Many lines, and much scrolling.

Because I did not have administrator privileges, I could not set up a printer in order to print the list.

I tried to save it to a place on the hard drive, but the directory options presented were Applications and Root, which are locations that I would not know how to retrieve if saved there.

I shut the machine down last night, and now have to work, so I won't be able to get back to it for a couple of days.

As always, I very much appreciate your participation in my small plight, as well as your help, which I do not take for granted.

I spent more time reading about MacOS's of the early teens, and I'm just wondering, once all is said and done, if I should stick with Snow Leopard... maybe just upgrade it from 10.6.7 to 10.6.8 and keep it there?
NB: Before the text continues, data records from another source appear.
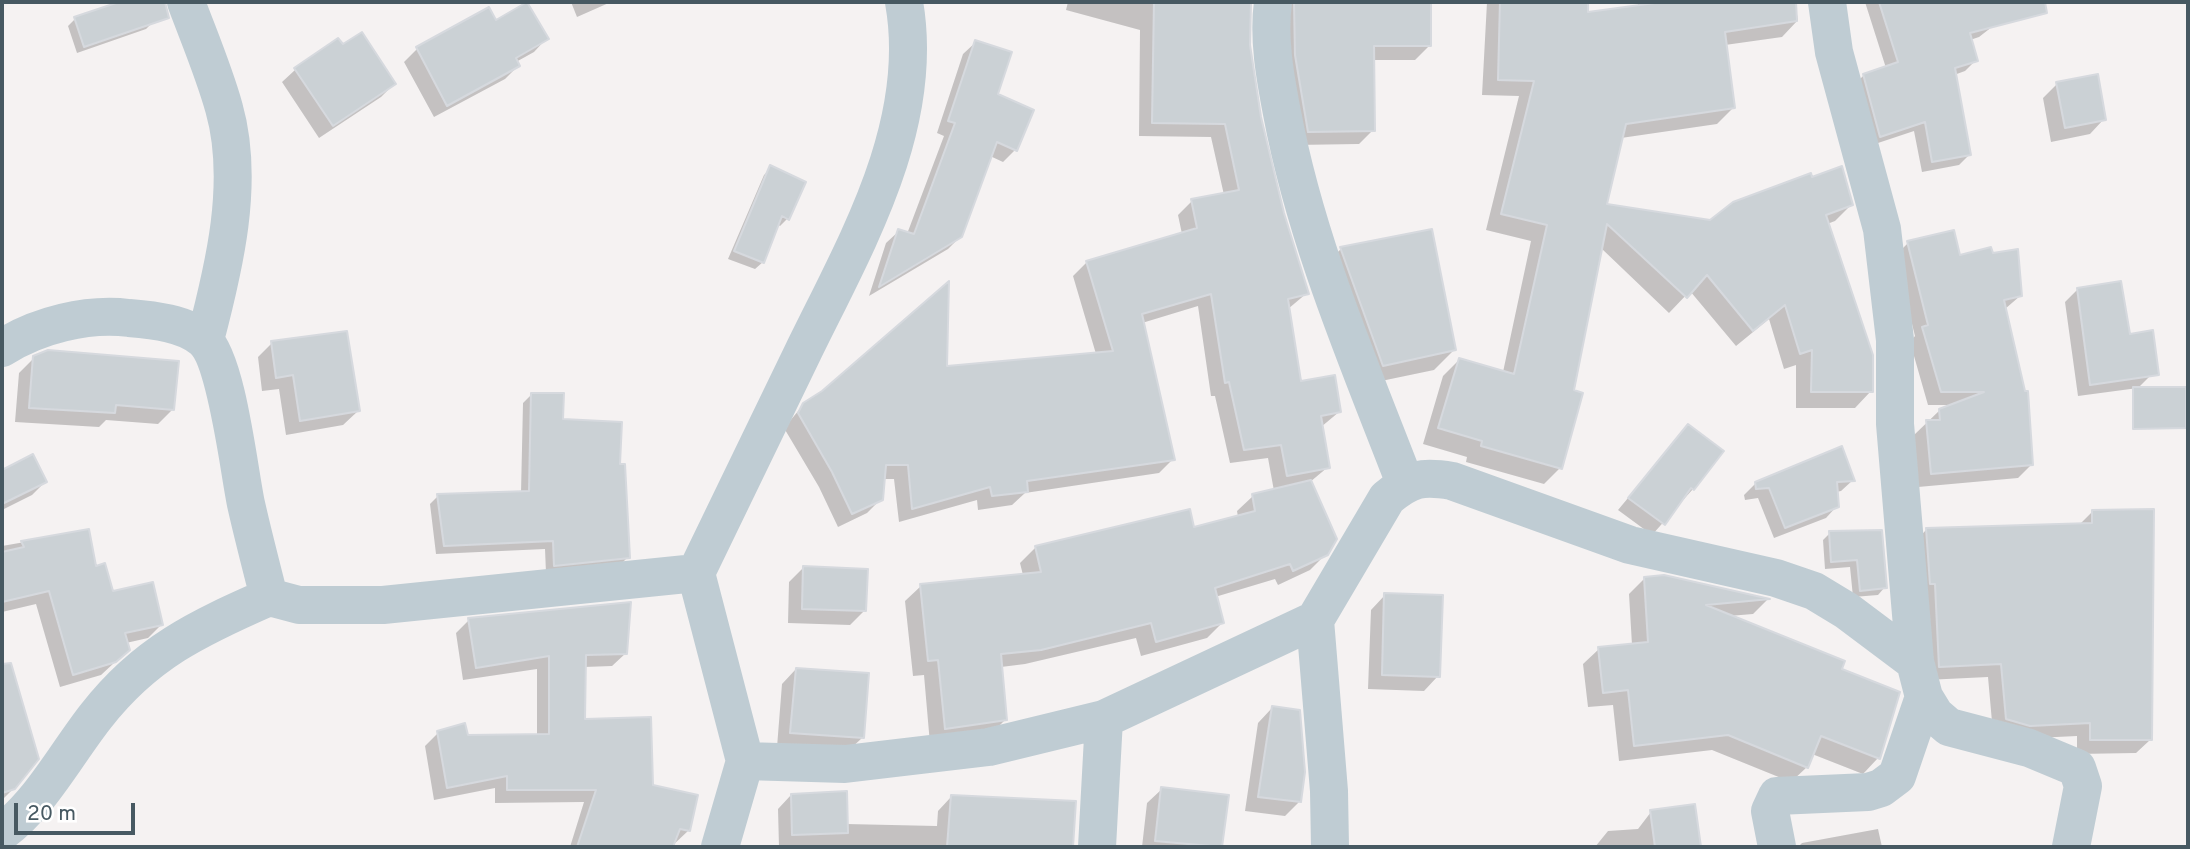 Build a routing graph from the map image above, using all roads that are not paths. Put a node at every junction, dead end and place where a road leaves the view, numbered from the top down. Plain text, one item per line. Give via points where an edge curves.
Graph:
1 (186, 2) edge
2 (904, 2) edge
3 (1273, 2) edge
4 (1827, 2) edge
5 (205, 340) junction
6 (2, 348) edge
7 (1405, 483) junction
8 (696, 573) junction
9 (269, 597) junction
10 (1315, 620) junction
11 (1919, 679) junction
12 (1104, 719) junction
13 (745, 761) junction
14 (2, 832) edge
15 (720, 847) edge
16 (1097, 847) edge
17 (1330, 847) edge
18 (1777, 847) edge
19 (2071, 847) edge

1 - 5 street via 225,110 233,190 222,277
2 - 8 street via 910,35 905,96 875,204
3 - 7 street via 1274,73 1294,178 1334,299
4 - 11 street via 1834,52 1882,229 1895,340 1895,424
5 - 6 street via 165,321 110,316 48,326
5 - 9 street via 219,370 232,421
7 - 10 street via 1387,498
7 - 11 street via 1429,477 1452,481 1630,545 1814,591 1847,611
8 - 9 street via 383,605 299,605
8 - 13 street
9 - 14 street via 195,629 144,664 98,713 34,798
10 - 12 street
10 - 17 street
11 - 18 street via 1897,776 1868,792 1777,796 1770,811
11 - 19 street via 1935,715 1949,727 2029,748 2077,768 2083,786
12 - 13 street via 989,747 845,764
12 - 16 street
13 - 15 street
I forgot that I have another Mac that I abandoned in the mid nineties... it was a rare Mac called a MacTV. Apple recycled the Mac TV name a decade or two later, in a headless Mac Mini form factor, but the original Macintosh TV that I have has a screen, a mobo, an HDD, a wired keyboard and mouse... in all black... in a Performa style housing.
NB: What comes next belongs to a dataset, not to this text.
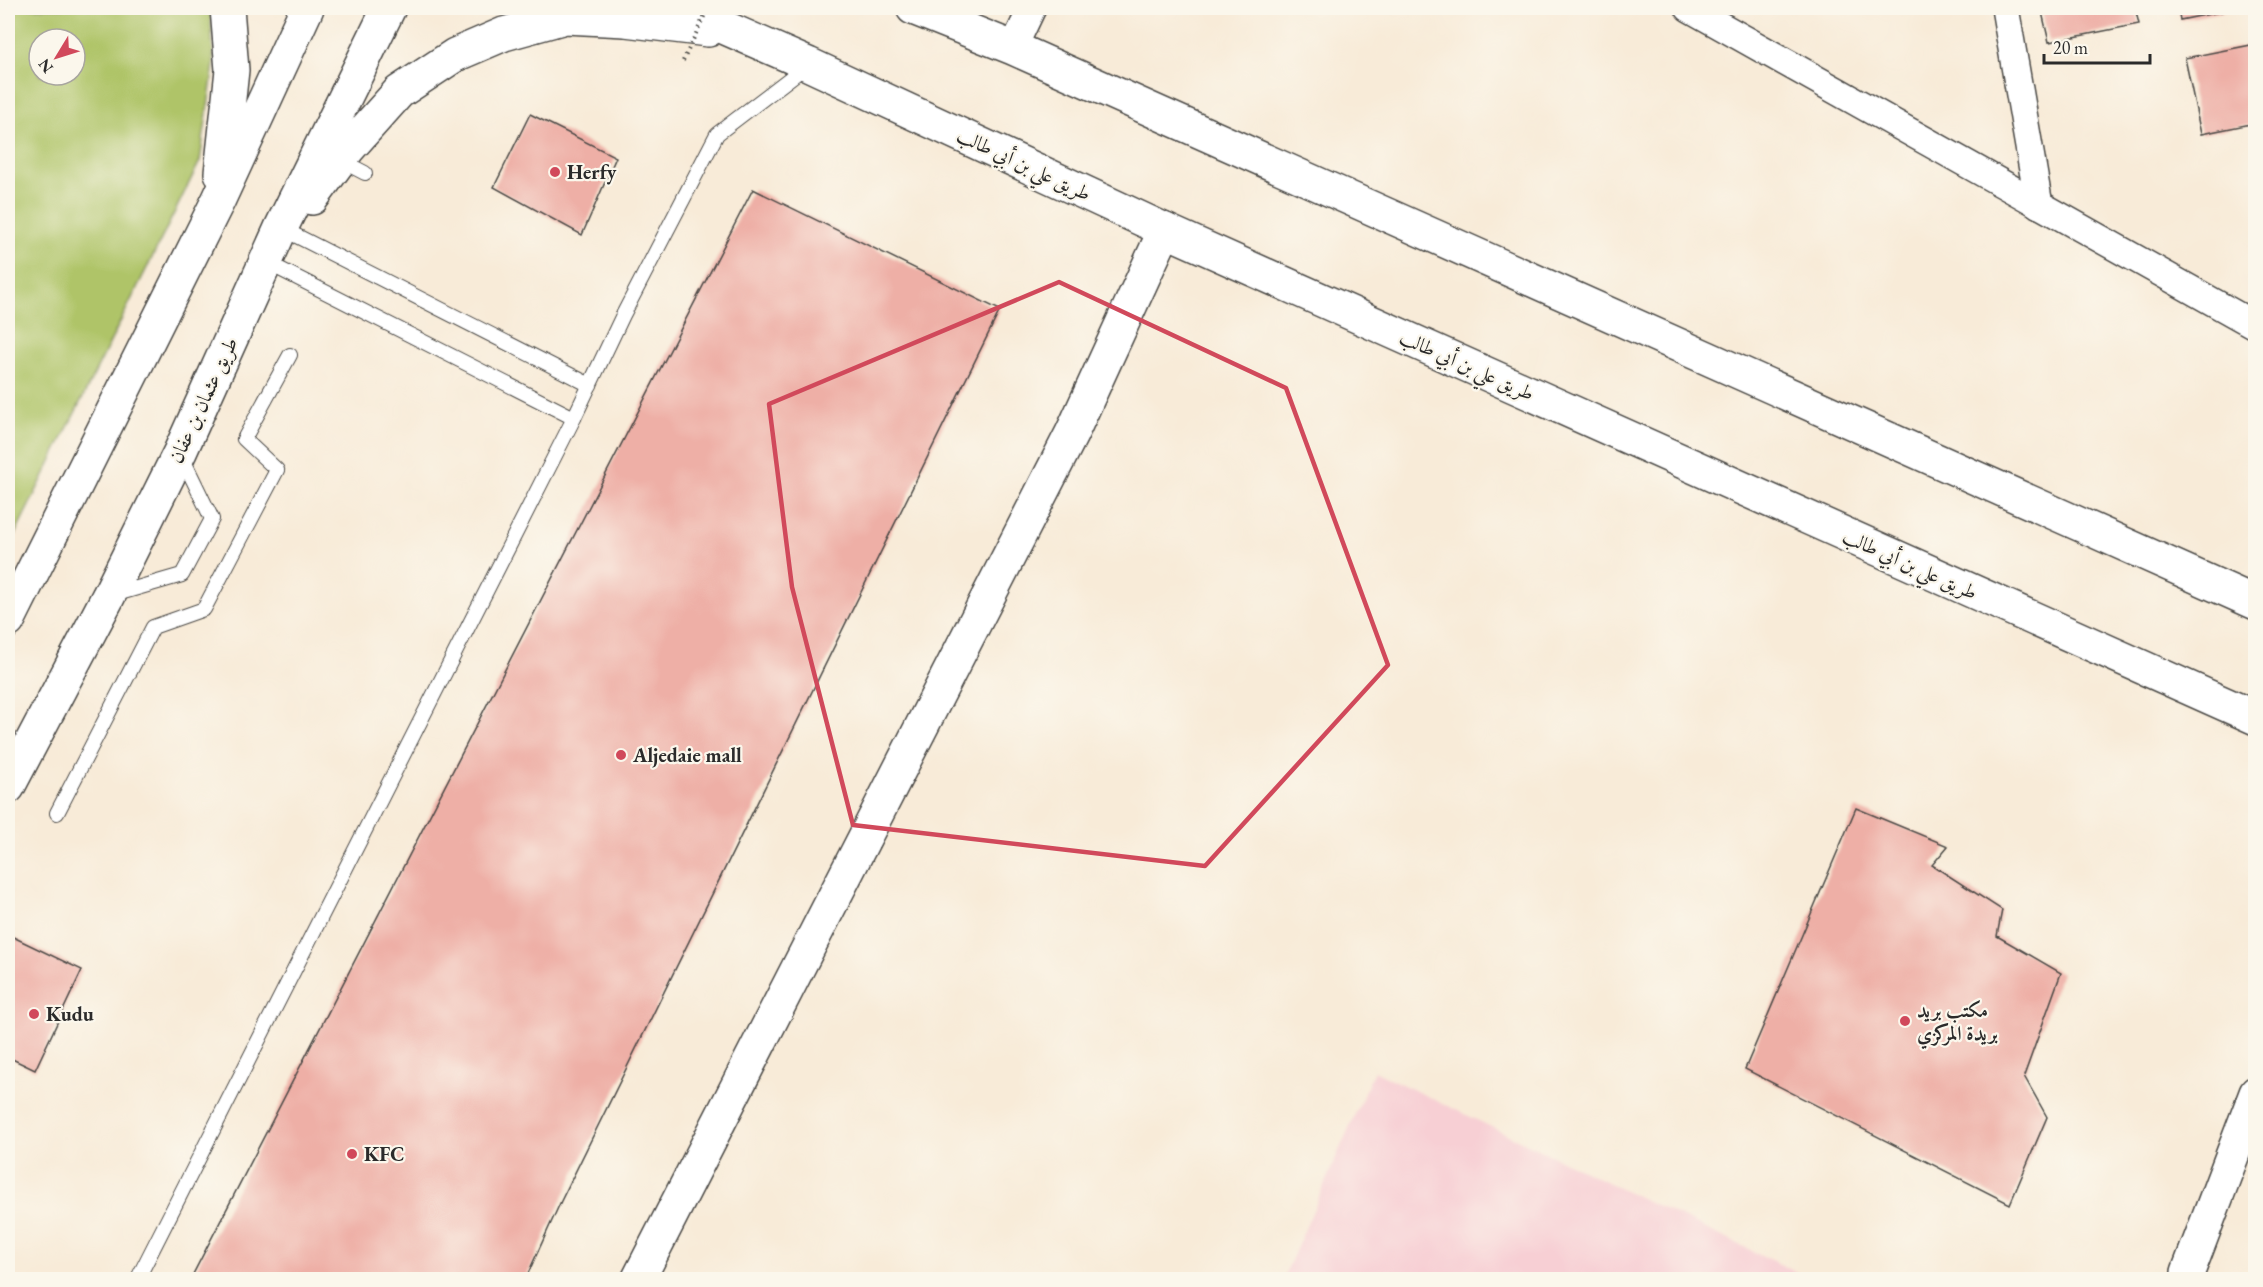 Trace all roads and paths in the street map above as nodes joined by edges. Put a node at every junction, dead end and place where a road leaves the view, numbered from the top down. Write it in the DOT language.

Anyway, it is a PowerPC processor, and I forget why I had to stop using it, but I'm pretty sure it was because something stopped working. It has been gathering dust for the last 1/4 century, but I would like to see some of the files that I had to abandon. I can't quite remember, but I think that machine still had a 3.5" floppy drive. It also has a broadcast TV tuner on the mobo, and an RG6 coaxial input on the I/O panel.

Since Snow Leopard appears to be the final MacOS that supported Rosetta which enabled PowerPC platform applications to run in Legacy mode, maybe I should NOT go any higher than Snow Leopard until I have a chance to dig up my old discs and have a look at what I left behind? From what I've read, Yosemite does not have this ability.
 

Dronecatcher

macrumors 603
Jun 17, 2014
5,247
7,884
Lincolnshire, UK
I have the very same model iMac as my daily driver. It dual boots El Capitan (for internet compatibility) and Snow Leopard for my graphics work in Adobe CS3 and Photoshop CS5.
As it has a HDD I've no desire to go to High Sierra as that is terrible on a spinning disk and El Capitan with Opera 89 keeps the internet working.